Note that there is contextual brevity that is harder to resolve mechanically - see e.g [Aanwijzing 3.27 Aanwijzingen voor de regelgeving](https://wetten.overheid.nl/jci1.3:c:BWBR0005730&hoofdstuk=3&paragraaf=3.3&aanwijzing=3.27&z=2022-04-01&g=2022-04-01)


These are guideliens rather than requirements, and in practice they are often somewhat messier.  

Law-to-law references tend to be pretty regular, but local regulations less so. 

<!-- -->
<!--

https://www.kcbr.nl/beleid-en-regelgeving-ontwikkelen/aanwijzingen-voor-de-regelgeving/hoofdstuk-3-aspecten-van-vormgeving-31-364/ss-33-aanhaling-en-verwijzing

**Regeling zonder citeertitel**
: https://wetten.overheid.nl/BWBR0005730/2022-04-01#Hoofdstuk3_Paragraaf3.3_Artikel3.37
: https://www.kcbr.nl/beleid-en-regelgeving-ontwikkelen/aanwijzingen-voor-de-regelgeving/hoofdstuk-3-aspecten-van-vormgeving/ss-33-aanhaling-en-verwijzing/aanwijzing-337-aanhalen-regelingen-zonder-citeertitel

-->



### On leftover ambiguity

It is one thing to _detect_ that there is such a natural reference present.

...and another thing entirely to find what exactly it is to,
knowing you are getting the right historical version (via the date the reference was made),
dealing with deviations like abbreviated names,
names that are non-unique prefixes of others,
typos, and other such issues.

In practice, the complexity and completeness of such references lies on a sliding scale, 
of 'how hard do you want to try, and how much fuzziness and mistakes will you accept rather than reject?'

If you care for more detail on that, and some solution to resolve references regardless, read things like [This bachelor thesis](https://theses.liacs.nl/pdf/2020-2021-StrijkerJLS.pdf) (and [its code](https://github.com/Strijkerr/BachelorThesis)) and things it mentions, including _M van Opijnen et al. (2015) "[Beyond the Experiment: the eXtendable Legal Link eXtractor](https://www.google.com/search?q=Beyond%20the%20Experiment%3A%20the%20eXtendable%20Legal%20Link%20eXtractor)"_


## Names -- that _can_ be quite useful 
### Relatively unambiguous names (with footnotes)

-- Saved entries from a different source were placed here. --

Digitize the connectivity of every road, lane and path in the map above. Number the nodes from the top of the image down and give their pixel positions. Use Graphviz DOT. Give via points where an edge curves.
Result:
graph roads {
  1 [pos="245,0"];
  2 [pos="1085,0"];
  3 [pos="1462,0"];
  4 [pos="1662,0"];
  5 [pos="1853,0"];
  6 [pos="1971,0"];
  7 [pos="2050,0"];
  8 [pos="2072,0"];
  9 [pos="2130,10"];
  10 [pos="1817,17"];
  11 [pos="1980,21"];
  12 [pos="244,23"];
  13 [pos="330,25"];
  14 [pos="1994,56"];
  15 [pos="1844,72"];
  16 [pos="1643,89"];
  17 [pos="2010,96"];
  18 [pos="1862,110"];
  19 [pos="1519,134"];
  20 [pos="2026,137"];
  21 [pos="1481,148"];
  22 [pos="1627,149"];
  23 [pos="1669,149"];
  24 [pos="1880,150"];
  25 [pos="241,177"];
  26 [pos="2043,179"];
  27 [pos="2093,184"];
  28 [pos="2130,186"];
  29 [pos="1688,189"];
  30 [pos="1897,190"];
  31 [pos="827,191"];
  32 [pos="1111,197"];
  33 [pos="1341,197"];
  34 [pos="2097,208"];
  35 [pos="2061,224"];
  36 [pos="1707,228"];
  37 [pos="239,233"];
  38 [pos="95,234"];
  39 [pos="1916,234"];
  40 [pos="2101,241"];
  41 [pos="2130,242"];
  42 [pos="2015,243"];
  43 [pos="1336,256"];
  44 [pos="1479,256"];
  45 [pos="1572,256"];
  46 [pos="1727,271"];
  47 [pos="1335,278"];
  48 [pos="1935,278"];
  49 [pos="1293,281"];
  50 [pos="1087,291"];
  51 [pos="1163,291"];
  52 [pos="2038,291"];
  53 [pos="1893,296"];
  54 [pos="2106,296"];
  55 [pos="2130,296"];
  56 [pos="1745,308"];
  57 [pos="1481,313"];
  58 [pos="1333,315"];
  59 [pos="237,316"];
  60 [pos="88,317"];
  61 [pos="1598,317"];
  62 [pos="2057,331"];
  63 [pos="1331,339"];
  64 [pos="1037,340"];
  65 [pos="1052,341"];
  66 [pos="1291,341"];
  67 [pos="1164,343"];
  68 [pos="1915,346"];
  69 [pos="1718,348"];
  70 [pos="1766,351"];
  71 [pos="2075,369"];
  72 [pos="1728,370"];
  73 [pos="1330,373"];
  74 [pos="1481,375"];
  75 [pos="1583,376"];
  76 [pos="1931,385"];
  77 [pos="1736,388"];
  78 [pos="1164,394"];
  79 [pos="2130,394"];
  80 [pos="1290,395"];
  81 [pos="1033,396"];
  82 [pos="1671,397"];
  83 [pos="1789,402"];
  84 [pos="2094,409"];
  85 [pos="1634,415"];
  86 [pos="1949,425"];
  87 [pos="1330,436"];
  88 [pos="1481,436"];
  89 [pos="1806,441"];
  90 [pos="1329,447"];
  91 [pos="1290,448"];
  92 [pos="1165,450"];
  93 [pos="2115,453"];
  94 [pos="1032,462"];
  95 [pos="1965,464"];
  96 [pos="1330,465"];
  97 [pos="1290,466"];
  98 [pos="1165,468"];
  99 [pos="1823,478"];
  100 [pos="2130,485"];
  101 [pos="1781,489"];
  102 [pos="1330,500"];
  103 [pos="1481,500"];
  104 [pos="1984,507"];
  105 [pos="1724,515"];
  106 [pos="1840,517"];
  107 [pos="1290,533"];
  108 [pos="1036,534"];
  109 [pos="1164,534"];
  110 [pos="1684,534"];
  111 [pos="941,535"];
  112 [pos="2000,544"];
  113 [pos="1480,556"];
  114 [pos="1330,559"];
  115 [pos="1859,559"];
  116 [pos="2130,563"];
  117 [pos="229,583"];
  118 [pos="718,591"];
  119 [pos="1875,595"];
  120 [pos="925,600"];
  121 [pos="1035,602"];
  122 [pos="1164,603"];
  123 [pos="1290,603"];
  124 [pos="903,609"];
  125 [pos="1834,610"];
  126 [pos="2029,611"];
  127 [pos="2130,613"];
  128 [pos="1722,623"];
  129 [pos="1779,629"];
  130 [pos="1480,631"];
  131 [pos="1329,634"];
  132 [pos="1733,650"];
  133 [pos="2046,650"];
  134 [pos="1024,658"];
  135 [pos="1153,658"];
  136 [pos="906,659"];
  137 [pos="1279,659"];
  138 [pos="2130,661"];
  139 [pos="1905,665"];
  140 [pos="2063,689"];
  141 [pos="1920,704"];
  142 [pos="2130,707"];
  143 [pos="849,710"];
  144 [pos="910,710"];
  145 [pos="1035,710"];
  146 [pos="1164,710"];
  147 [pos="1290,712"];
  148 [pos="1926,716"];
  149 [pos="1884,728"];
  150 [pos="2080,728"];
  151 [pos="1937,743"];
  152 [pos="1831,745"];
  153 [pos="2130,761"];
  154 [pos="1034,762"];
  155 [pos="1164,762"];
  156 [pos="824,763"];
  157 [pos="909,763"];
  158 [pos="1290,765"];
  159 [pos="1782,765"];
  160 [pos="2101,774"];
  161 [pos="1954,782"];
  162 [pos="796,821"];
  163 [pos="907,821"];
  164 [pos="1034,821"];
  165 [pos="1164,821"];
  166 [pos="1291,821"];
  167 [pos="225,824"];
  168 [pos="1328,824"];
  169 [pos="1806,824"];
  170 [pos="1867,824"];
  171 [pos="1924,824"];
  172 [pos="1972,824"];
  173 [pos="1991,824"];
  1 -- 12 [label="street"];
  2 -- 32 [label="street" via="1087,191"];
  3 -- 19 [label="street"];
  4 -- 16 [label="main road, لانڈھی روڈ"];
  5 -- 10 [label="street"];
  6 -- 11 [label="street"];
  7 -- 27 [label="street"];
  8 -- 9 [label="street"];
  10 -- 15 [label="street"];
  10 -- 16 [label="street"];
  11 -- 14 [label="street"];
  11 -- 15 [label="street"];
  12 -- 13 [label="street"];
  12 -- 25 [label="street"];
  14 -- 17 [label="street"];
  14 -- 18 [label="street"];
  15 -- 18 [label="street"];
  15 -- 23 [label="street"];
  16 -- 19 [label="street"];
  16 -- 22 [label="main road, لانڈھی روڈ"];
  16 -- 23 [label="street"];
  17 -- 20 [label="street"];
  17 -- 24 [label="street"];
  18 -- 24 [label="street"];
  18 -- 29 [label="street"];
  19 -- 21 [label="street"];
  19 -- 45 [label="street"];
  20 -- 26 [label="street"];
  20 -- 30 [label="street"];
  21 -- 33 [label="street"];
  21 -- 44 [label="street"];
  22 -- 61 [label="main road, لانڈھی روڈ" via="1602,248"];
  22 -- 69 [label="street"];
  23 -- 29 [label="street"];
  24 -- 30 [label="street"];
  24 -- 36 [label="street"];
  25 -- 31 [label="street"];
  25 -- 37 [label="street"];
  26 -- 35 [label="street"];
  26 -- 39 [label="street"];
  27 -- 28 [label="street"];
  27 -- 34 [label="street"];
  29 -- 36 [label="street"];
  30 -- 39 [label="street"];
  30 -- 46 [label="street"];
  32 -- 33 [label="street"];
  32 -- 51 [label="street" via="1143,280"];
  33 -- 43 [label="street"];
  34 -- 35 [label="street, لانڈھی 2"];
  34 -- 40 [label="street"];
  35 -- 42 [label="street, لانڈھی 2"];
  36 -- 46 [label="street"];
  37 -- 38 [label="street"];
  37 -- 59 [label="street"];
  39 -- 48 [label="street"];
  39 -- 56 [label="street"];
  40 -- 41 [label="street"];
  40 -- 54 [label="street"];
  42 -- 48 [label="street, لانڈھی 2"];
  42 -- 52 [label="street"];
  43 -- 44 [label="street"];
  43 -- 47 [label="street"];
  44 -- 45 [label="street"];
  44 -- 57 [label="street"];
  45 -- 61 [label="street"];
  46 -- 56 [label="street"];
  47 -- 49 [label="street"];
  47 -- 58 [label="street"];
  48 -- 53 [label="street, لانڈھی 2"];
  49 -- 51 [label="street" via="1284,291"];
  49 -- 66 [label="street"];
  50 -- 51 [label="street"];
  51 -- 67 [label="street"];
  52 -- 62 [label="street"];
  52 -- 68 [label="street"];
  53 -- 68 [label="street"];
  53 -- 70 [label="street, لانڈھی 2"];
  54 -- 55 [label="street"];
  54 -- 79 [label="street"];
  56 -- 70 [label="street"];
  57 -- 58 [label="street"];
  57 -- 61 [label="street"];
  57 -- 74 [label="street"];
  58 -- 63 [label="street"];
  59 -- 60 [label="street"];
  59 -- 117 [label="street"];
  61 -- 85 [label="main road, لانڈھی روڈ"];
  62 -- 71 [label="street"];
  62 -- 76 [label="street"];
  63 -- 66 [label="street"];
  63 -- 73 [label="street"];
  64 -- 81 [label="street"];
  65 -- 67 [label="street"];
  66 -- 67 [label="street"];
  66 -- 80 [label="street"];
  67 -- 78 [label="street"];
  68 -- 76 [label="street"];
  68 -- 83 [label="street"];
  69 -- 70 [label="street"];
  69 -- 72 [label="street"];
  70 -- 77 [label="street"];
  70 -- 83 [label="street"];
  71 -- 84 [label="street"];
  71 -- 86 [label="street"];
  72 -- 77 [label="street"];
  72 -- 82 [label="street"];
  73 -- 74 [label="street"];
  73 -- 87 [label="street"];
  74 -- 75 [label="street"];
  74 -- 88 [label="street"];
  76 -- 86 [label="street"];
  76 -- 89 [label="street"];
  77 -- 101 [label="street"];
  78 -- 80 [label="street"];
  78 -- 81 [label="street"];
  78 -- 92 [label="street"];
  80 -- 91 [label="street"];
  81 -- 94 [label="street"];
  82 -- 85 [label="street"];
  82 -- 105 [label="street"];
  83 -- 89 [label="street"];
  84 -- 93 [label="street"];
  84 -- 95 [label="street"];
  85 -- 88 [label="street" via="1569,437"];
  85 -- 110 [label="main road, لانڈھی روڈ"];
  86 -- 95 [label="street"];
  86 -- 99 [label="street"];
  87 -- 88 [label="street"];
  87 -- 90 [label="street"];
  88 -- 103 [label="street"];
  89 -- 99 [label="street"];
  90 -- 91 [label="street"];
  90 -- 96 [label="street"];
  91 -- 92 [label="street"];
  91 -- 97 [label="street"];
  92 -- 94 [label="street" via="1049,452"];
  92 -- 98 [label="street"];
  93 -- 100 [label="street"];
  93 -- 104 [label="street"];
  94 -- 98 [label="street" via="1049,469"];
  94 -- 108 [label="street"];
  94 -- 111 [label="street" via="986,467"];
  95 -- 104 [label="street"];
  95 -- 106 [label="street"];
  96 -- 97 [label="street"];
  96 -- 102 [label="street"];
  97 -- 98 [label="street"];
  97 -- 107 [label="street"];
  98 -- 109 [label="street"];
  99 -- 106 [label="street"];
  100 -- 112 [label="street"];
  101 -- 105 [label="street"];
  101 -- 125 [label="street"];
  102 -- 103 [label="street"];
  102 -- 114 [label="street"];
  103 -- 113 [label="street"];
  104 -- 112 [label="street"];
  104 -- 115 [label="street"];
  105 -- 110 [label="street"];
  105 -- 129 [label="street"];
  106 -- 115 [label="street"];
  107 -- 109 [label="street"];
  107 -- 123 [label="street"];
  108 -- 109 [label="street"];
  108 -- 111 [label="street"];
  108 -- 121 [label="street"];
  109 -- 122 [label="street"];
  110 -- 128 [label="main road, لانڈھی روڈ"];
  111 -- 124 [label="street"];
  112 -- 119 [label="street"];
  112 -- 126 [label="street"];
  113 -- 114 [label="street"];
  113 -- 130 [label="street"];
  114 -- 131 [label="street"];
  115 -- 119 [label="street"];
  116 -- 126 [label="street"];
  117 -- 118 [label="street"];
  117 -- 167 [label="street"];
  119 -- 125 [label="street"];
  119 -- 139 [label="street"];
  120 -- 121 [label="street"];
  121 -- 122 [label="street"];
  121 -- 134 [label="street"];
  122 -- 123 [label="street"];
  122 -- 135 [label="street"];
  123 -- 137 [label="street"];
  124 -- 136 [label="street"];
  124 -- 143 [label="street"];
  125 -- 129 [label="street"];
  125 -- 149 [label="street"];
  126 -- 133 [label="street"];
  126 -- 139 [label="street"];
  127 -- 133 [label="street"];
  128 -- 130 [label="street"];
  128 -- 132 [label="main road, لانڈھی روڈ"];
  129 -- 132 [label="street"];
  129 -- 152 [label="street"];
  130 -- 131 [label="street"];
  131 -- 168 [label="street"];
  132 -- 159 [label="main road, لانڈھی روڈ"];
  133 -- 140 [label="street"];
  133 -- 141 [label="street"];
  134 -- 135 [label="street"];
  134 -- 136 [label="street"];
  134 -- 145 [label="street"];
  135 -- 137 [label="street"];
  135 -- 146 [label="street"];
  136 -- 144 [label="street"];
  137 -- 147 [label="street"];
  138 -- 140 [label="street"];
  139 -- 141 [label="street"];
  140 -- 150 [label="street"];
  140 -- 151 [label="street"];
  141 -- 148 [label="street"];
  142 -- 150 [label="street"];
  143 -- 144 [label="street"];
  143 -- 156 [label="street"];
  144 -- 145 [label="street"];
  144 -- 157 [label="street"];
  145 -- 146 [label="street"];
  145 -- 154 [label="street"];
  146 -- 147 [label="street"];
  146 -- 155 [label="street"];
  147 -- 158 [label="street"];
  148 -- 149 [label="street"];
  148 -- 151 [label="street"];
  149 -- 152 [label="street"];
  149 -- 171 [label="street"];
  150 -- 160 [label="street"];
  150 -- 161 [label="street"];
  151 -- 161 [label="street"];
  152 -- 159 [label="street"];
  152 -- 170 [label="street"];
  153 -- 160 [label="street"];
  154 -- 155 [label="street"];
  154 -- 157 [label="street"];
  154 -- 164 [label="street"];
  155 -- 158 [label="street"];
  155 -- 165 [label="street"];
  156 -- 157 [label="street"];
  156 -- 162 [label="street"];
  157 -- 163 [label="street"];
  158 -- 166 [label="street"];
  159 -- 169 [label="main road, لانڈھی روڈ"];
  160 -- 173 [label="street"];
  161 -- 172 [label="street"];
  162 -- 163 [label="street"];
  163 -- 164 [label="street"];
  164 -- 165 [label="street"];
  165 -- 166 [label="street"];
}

There are also **names** that are _usually_ unambigious references.

For example, seeing the sequence of words `Wet openbaarheid van bestuur` is fairly certain to refer to [BWBR0005252](https://wetten.overheid.nl/BWBR0005252).

There are also references into parts of these, like `Artikel 10, tweede lid, aanhef en onder e van de. Wet openbaarheid van bestuur`. 

<!-- -->

Similarly, "Wet werk en bijstand" is fairly unambiguous - BWBR0015703.

...except it's valled "Participatiewet" [since 2015](https://wetten.overheid.nl/BWBR0015703/2024-01-01/0/informatie#tab-wijzigingenoverzicht).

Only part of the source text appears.